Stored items
%%
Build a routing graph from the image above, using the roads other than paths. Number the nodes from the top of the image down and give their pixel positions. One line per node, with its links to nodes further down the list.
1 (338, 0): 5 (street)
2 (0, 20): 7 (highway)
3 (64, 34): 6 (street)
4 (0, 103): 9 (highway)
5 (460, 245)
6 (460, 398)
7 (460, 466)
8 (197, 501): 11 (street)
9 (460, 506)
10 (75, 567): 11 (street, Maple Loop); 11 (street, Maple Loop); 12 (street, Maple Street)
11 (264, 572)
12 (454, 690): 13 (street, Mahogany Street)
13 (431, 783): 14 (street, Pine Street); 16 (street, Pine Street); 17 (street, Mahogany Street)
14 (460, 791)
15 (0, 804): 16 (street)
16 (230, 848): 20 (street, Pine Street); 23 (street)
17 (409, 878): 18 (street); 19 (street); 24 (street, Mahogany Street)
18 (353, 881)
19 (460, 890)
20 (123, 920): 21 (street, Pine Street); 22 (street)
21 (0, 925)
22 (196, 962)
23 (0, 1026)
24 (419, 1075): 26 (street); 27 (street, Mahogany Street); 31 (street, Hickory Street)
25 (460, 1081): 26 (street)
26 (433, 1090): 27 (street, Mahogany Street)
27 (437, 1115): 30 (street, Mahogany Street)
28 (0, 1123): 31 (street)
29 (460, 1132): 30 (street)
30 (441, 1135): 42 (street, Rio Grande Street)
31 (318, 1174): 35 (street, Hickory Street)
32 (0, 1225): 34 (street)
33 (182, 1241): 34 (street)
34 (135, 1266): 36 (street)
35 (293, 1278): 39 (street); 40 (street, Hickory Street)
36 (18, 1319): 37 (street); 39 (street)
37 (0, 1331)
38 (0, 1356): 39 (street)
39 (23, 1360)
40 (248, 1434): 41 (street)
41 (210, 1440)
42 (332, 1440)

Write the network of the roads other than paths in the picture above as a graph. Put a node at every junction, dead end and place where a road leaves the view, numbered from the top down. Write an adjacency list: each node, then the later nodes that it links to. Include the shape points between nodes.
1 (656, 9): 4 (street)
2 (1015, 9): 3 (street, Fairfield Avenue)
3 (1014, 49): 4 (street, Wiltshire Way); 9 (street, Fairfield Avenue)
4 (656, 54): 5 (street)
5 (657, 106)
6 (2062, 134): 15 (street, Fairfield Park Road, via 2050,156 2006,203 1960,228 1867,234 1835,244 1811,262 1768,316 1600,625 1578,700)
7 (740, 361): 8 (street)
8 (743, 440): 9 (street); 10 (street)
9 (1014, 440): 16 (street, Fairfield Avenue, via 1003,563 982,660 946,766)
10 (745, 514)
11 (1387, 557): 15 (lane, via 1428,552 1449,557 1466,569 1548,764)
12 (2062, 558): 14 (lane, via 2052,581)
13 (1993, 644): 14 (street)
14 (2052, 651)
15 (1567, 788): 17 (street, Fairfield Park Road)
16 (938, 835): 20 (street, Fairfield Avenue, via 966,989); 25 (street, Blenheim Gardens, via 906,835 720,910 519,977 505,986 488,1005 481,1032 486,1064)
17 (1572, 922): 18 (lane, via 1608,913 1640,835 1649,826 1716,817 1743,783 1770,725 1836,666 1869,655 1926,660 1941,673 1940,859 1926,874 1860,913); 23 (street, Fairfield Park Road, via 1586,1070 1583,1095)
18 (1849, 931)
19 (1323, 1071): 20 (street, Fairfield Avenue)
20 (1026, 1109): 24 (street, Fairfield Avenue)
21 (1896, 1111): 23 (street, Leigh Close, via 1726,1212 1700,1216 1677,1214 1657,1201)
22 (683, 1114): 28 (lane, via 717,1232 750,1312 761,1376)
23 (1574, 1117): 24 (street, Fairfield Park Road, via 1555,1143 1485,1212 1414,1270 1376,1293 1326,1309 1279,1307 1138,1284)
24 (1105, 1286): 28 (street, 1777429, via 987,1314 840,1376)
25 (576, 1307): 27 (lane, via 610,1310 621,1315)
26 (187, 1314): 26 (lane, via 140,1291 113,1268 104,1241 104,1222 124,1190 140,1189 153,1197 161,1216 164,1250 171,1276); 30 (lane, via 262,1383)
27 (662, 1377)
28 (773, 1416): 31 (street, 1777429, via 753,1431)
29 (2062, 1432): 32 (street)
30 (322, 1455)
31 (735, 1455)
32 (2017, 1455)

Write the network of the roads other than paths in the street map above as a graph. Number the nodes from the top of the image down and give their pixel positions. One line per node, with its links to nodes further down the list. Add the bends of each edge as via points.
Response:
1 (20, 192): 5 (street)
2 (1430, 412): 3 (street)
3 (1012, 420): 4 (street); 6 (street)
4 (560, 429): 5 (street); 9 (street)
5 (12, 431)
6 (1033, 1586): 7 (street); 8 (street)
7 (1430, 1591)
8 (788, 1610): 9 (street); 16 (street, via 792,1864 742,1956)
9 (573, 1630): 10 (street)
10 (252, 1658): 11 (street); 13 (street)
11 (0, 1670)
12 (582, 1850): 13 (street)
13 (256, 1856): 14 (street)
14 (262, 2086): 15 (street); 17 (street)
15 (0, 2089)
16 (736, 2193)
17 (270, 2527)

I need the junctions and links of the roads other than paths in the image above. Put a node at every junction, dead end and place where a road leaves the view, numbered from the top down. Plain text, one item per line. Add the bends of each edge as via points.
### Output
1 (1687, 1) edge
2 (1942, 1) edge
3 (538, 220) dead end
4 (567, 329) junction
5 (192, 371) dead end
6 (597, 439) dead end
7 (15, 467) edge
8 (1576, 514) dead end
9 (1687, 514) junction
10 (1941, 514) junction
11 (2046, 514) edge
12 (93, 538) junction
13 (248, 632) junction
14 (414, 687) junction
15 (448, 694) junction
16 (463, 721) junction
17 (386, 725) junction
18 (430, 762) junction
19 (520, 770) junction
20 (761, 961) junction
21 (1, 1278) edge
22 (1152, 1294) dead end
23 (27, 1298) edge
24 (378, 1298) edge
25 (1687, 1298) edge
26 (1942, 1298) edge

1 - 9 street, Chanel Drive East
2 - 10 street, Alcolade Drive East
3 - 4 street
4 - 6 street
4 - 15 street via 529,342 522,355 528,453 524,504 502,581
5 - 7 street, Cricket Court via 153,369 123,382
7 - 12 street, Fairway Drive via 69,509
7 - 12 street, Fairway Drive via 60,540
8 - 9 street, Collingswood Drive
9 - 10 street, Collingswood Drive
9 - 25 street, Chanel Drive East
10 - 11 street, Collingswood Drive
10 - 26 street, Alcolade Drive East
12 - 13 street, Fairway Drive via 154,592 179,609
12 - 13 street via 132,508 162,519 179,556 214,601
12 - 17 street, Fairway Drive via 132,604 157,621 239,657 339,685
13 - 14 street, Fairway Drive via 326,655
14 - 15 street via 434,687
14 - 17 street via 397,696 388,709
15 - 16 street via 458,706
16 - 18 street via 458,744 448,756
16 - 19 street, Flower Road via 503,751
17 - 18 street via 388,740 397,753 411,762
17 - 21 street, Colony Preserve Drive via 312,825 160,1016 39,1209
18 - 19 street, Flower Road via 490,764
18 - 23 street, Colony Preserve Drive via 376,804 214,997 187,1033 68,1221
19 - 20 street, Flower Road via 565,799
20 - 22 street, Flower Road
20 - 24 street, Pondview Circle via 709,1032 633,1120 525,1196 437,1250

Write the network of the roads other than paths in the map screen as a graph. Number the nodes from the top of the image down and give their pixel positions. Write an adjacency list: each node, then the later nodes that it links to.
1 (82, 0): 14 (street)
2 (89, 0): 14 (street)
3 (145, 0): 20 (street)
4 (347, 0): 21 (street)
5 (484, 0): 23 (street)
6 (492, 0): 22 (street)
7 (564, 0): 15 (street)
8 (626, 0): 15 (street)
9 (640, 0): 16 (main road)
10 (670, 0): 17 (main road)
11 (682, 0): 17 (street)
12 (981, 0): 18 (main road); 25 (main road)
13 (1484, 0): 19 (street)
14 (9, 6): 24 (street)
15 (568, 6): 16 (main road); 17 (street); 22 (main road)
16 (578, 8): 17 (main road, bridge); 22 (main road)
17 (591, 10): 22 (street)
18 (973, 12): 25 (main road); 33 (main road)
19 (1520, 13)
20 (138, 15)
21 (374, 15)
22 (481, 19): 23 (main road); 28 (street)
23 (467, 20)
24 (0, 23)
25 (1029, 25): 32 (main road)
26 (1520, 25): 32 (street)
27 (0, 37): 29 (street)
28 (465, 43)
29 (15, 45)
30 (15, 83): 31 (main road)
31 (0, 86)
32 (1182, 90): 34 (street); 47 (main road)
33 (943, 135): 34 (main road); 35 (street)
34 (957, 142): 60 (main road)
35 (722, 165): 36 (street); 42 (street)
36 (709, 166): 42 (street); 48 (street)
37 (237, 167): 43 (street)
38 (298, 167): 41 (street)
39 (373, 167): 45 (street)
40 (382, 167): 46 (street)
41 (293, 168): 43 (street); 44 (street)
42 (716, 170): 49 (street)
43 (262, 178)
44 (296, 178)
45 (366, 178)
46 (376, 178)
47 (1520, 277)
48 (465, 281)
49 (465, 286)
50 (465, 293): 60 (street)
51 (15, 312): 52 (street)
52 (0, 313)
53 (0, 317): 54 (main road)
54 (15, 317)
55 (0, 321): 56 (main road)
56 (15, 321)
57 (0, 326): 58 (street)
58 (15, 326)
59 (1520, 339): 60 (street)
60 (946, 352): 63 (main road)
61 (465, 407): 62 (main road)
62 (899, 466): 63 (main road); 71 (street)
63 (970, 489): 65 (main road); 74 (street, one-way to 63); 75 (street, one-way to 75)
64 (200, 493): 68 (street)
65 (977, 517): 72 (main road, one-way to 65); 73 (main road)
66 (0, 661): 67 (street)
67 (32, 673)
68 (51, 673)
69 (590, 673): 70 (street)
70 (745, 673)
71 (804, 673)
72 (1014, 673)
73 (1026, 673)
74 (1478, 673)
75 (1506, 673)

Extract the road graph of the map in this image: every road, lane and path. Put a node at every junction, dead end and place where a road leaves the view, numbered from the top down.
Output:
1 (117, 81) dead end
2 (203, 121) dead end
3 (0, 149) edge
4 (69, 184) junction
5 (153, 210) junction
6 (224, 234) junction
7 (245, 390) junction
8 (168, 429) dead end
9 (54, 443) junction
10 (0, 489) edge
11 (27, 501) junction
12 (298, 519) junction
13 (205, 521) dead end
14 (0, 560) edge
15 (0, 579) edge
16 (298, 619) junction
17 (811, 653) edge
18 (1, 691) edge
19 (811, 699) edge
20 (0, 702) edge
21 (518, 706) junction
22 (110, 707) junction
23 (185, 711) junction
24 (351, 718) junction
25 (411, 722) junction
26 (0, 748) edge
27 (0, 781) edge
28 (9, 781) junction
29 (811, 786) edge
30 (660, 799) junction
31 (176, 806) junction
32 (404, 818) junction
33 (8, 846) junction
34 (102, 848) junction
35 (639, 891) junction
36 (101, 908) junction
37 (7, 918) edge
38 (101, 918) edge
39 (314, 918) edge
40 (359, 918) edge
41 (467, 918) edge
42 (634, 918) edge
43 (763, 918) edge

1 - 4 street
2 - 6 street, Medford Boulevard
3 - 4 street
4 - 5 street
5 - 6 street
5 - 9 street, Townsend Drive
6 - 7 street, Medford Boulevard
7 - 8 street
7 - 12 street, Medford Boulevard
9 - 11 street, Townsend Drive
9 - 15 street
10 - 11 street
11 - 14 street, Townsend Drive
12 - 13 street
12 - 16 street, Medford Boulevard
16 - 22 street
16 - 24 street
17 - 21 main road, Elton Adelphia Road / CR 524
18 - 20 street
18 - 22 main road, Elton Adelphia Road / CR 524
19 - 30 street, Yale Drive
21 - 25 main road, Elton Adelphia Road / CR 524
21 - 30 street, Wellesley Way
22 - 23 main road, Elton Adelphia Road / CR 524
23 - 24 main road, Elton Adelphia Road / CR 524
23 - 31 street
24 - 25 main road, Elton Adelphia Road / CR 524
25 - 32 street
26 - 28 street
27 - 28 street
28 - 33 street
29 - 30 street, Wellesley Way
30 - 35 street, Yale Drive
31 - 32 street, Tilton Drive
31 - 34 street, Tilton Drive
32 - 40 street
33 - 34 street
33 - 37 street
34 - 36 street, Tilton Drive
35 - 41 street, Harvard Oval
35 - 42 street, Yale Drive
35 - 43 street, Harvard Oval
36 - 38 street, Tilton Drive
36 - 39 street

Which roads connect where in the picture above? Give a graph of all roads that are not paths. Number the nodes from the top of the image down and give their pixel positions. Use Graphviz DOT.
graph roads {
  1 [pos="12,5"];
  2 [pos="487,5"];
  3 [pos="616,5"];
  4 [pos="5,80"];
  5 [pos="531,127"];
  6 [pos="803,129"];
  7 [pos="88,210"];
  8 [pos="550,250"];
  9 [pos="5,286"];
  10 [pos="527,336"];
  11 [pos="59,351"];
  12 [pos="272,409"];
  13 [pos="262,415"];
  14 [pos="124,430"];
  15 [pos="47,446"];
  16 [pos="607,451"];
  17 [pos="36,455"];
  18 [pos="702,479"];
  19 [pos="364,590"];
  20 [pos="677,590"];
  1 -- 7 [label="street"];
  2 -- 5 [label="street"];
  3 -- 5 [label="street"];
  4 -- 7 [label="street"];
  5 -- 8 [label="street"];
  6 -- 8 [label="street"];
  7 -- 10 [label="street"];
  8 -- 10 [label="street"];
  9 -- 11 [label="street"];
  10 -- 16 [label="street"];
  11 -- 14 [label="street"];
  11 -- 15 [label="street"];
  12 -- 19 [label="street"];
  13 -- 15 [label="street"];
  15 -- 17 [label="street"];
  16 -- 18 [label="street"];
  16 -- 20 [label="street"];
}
%%
## Task objective:
In the entries above, one line contains "in the street" and another contains "I need the junctions". Reproduce exactly those two lines and the lines between them, nothing else.

## Exercise response:
Write the network of the roads other than paths in the street map above as a graph. Number the nodes from the top of the image down and give their pixel positions. One line per node, with its links to nodes further down the list. Add the bends of each edge as via points.
Response:
1 (20, 192): 5 (street)
2 (1430, 412): 3 (street)
3 (1012, 420): 4 (street); 6 (street)
4 (560, 429): 5 (street); 9 (street)
5 (12, 431)
6 (1033, 1586): 7 (street); 8 (street)
7 (1430, 1591)
8 (788, 1610): 9 (street); 16 (street, via 792,1864 742,1956)
9 (573, 1630): 10 (street)
10 (252, 1658): 11 (street); 13 (street)
11 (0, 1670)
12 (582, 1850): 13 (street)
13 (256, 1856): 14 (street)
14 (262, 2086): 15 (street); 17 (street)
15 (0, 2089)
16 (736, 2193)
17 (270, 2527)

I need the junctions and links of the roads other than paths in the image above. Put a node at every junction, dead end and place where a road leaves the view, numbered from the top down. Plain text, one item per line. Add the bends of each edge as via points.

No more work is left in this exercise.